§ **WHAT TO PRODUCE**
Your answer must be an exact transcription of every record below, with the pictures omitted.

----------------------------------------

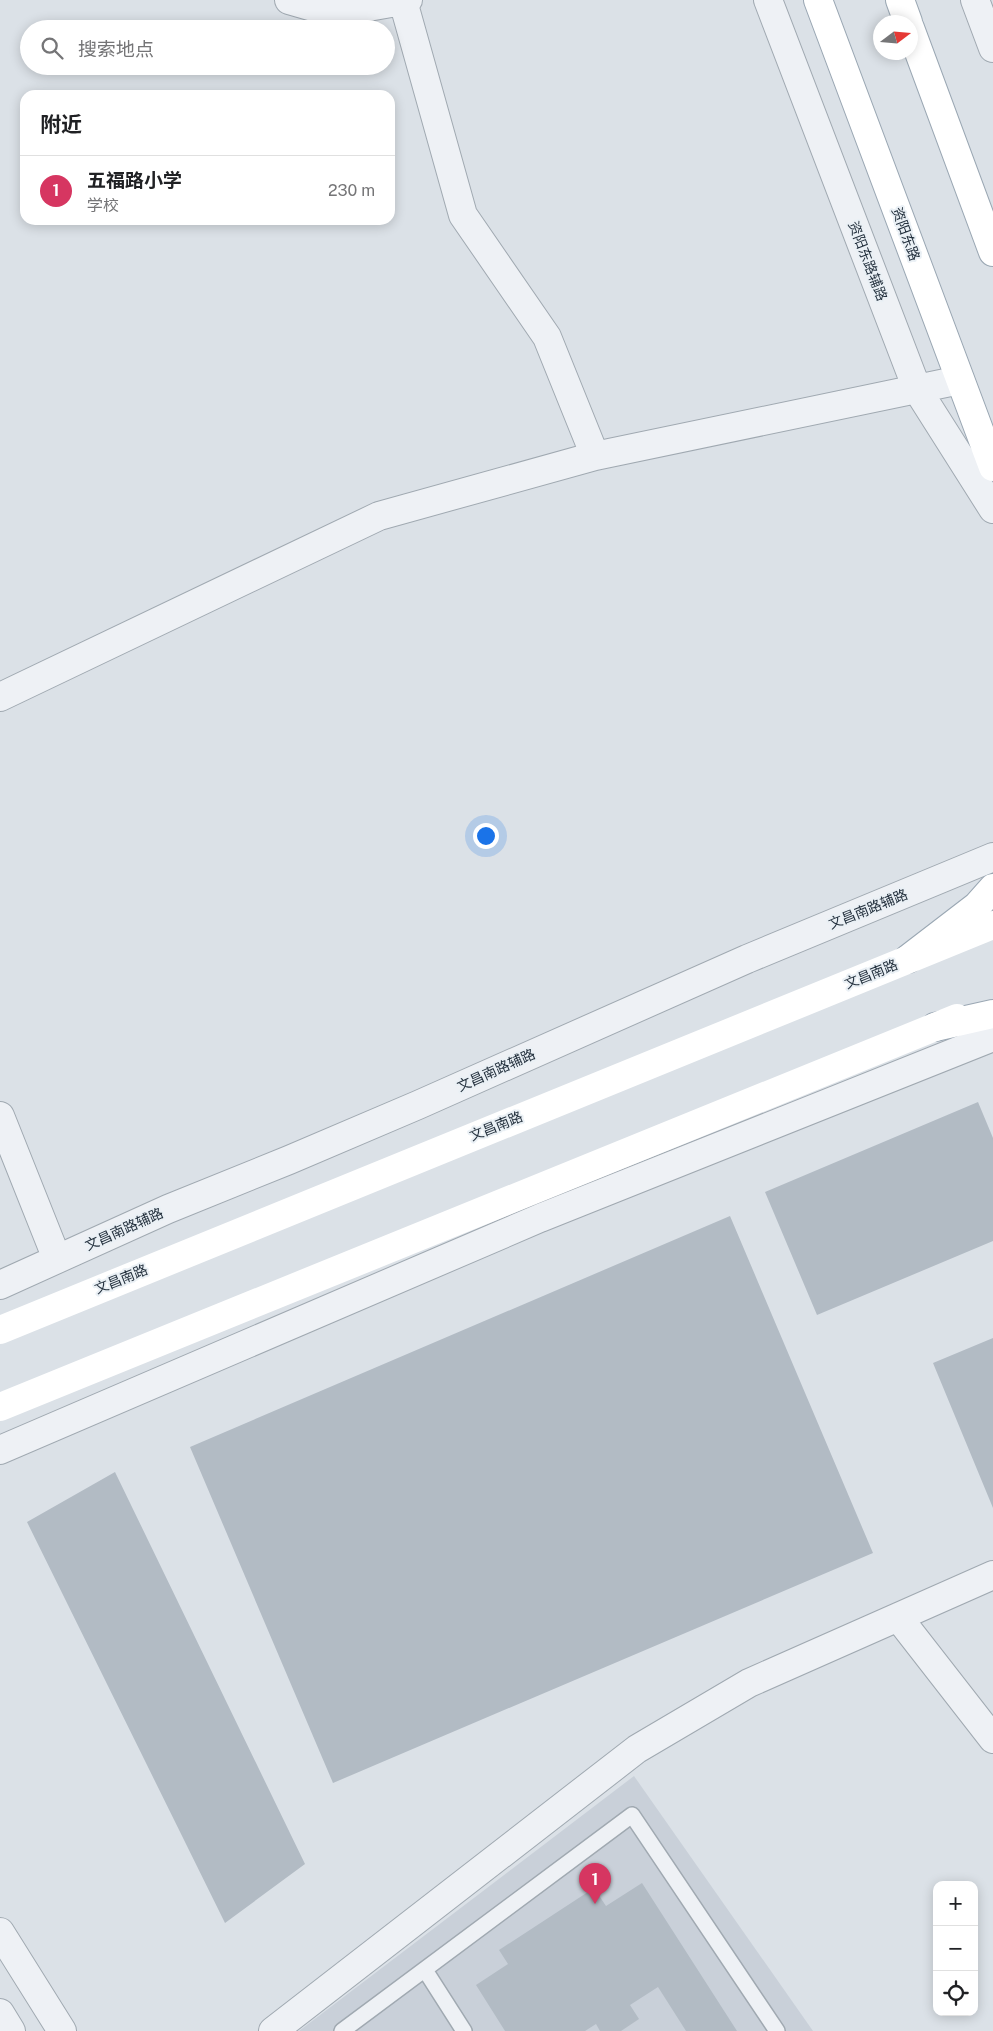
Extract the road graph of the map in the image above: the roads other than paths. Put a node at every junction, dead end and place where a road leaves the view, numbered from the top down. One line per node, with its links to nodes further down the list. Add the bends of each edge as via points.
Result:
1 (289, 0): 2 (street, via 334,13)
2 (405, 0): 13 (street, via 463,215 547,337)
3 (768, 0): 12 (street, 资阳东路辅路)
4 (818, 0): 11 (main road, 资阳东路)
5 (900, 0): 7 (main road)
6 (975, 0): 8 (street)
7 (905, 15)
8 (993, 48)
9 (918, 50): 10 (main road)
10 (993, 252)
11 (960, 380): 12 (street); 14 (main road, 资阳东路)
12 (918, 389): 13 (street); 15 (street, 资阳东路辅路)
13 (595, 456): 16 (street, via 379,516)
14 (993, 467)
15 (993, 509)
16 (0, 697)
17 (993, 857): 26 (street, 文昌南路辅路, via 747,959 418,1105)
18 (993, 888): 20 (main road, via 976,906)
19 (993, 925): 20 (main road, 文昌南路)
20 (908, 959): 28 (main road, 文昌南路)
21 (993, 1003): 23 (main road)
22 (993, 1014): 23 (main road)
23 (934, 1027): 29 (main road)
24 (993, 1037): 30 (street, via 540,1218)
25 (0, 1116): 26 (street)
26 (57, 1259): 27 (street, 文昌南路辅路)
27 (0, 1285)
28 (0, 1330)
29 (0, 1407)
30 (0, 1450)
31 (993, 1575): 32 (street)
32 (898, 1617): 33 (street); 39 (street, via 749,1683 637,1749)
33 (993, 1739)
34 (0, 1932): 38 (street)
35 (425, 1970): 40 (lane); 41 (lane); 42 (lane, via 632,1815)
36 (0, 2013): 37 (street)
37 (11, 2031)
38 (62, 2031)
39 (273, 2031)
40 (342, 2031)
41 (464, 2031)
42 (777, 2031)

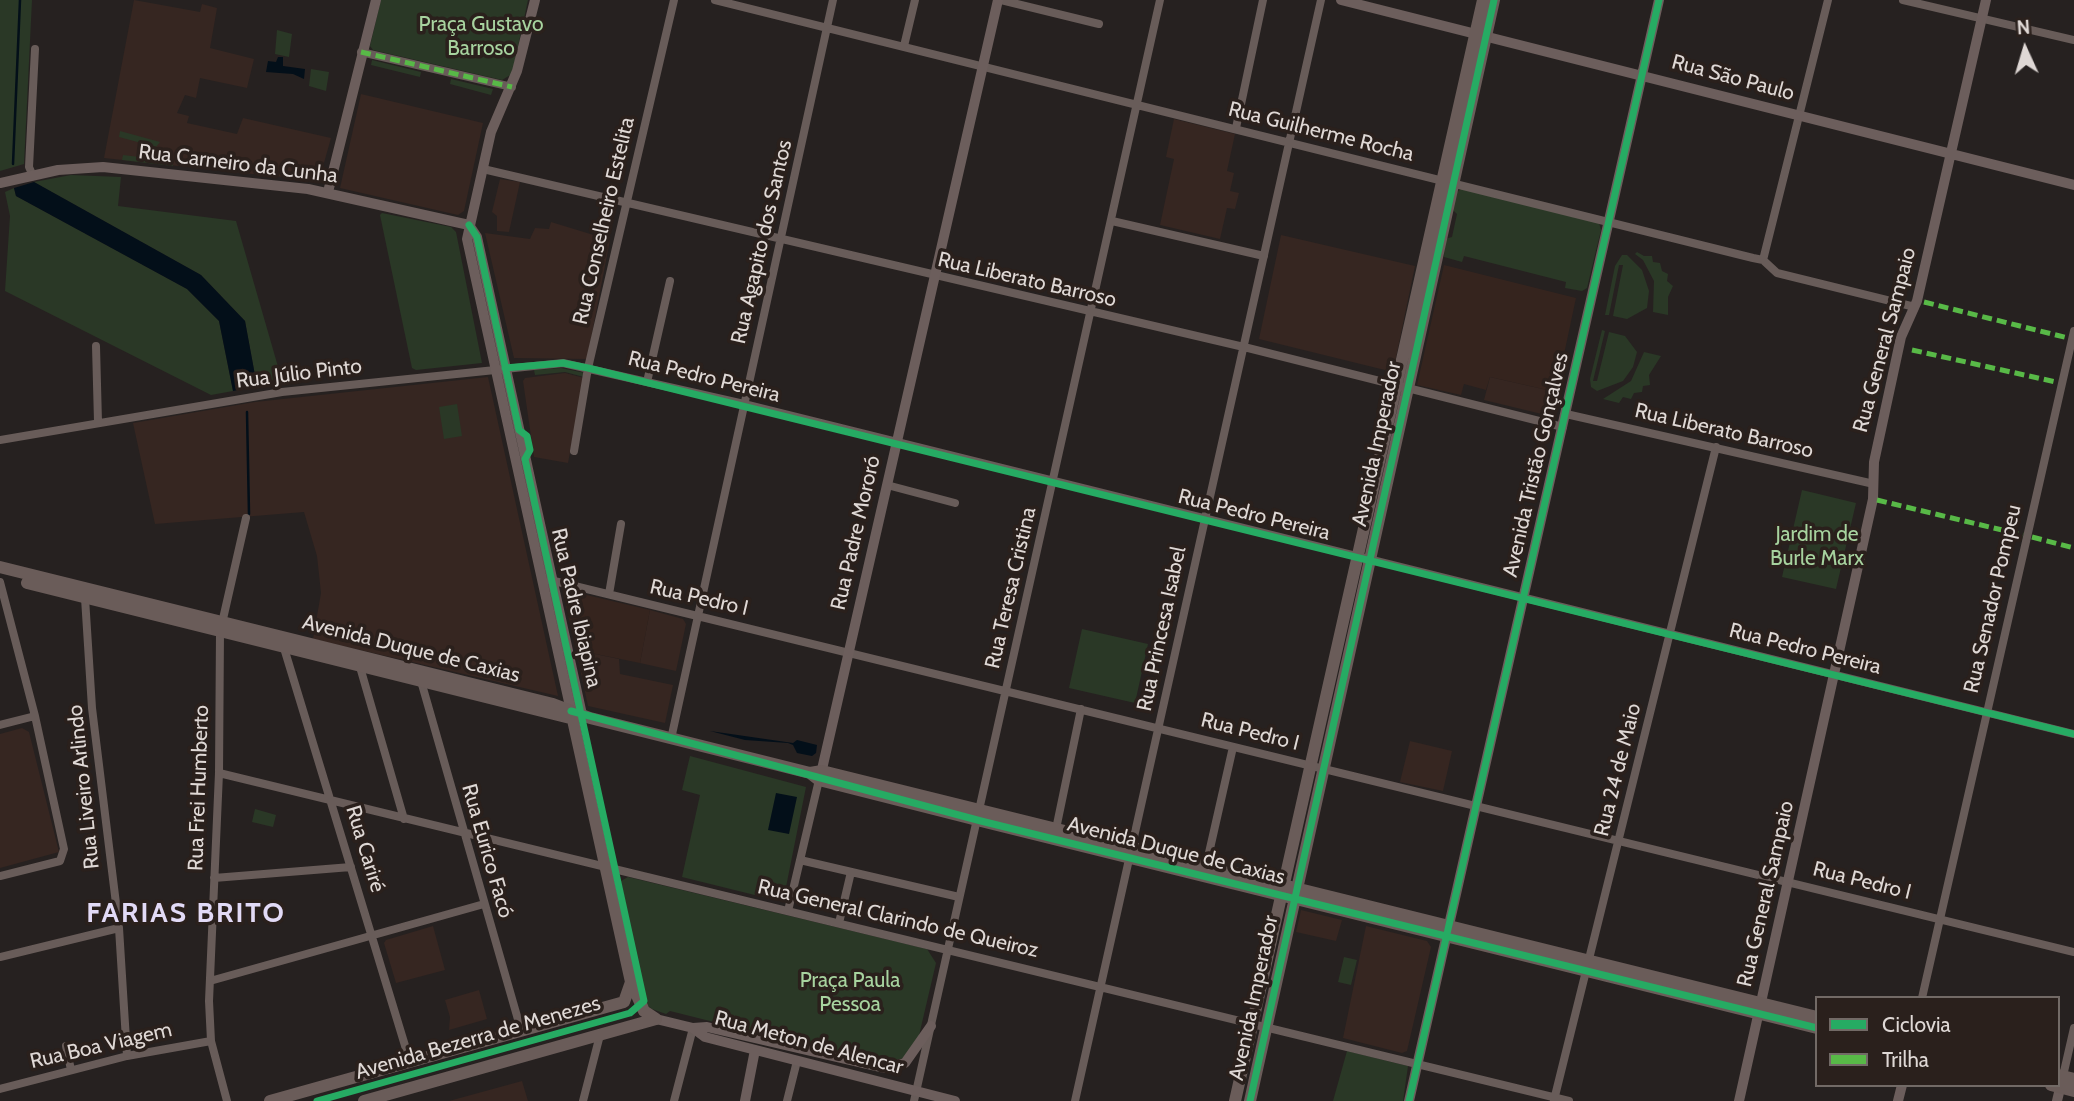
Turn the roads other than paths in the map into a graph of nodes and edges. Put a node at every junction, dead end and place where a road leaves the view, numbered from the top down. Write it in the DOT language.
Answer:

----------------------------------------

§ **TASK RESULT**
Extract the road graph of the map in the image above: the roads other than paths. Put a node at every junction, dead end and place where a road leaves the view, numbered from the top down. One line per node, with its links to nodes further down the list. Add the bends of each edge as via points.
Result:
1 (289, 0): 2 (street, via 334,13)
2 (405, 0): 13 (street, via 463,215 547,337)
3 (768, 0): 12 (street, 资阳东路辅路)
4 (818, 0): 11 (main road, 资阳东路)
5 (900, 0): 7 (main road)
6 (975, 0): 8 (street)
7 (905, 15)
8 (993, 48)
9 (918, 50): 10 (main road)
10 (993, 252)
11 (960, 380): 12 (street); 14 (main road, 资阳东路)
12 (918, 389): 13 (street); 15 (street, 资阳东路辅路)
13 (595, 456): 16 (street, via 379,516)
14 (993, 467)
15 (993, 509)
16 (0, 697)
17 (993, 857): 26 (street, 文昌南路辅路, via 747,959 418,1105)
18 (993, 888): 20 (main road, via 976,906)
19 (993, 925): 20 (main road, 文昌南路)
20 (908, 959): 28 (main road, 文昌南路)
21 (993, 1003): 23 (main road)
22 (993, 1014): 23 (main road)
23 (934, 1027): 29 (main road)
24 (993, 1037): 30 (street, via 540,1218)
25 (0, 1116): 26 (street)
26 (57, 1259): 27 (street, 文昌南路辅路)
27 (0, 1285)
28 (0, 1330)
29 (0, 1407)
30 (0, 1450)
31 (993, 1575): 32 (street)
32 (898, 1617): 33 (street); 39 (street, via 749,1683 637,1749)
33 (993, 1739)
34 (0, 1932): 38 (street)
35 (425, 1970): 40 (lane); 41 (lane); 42 (lane, via 632,1815)
36 (0, 2013): 37 (street)
37 (11, 2031)
38 (62, 2031)
39 (273, 2031)
40 (342, 2031)
41 (464, 2031)
42 (777, 2031)

Turn the roads other than paths in the map into a graph of nodes and edges. Put a node at every junction, dead end and place where a road leaves the view, numbered from the top down. Write it in the DOT language.
Answer:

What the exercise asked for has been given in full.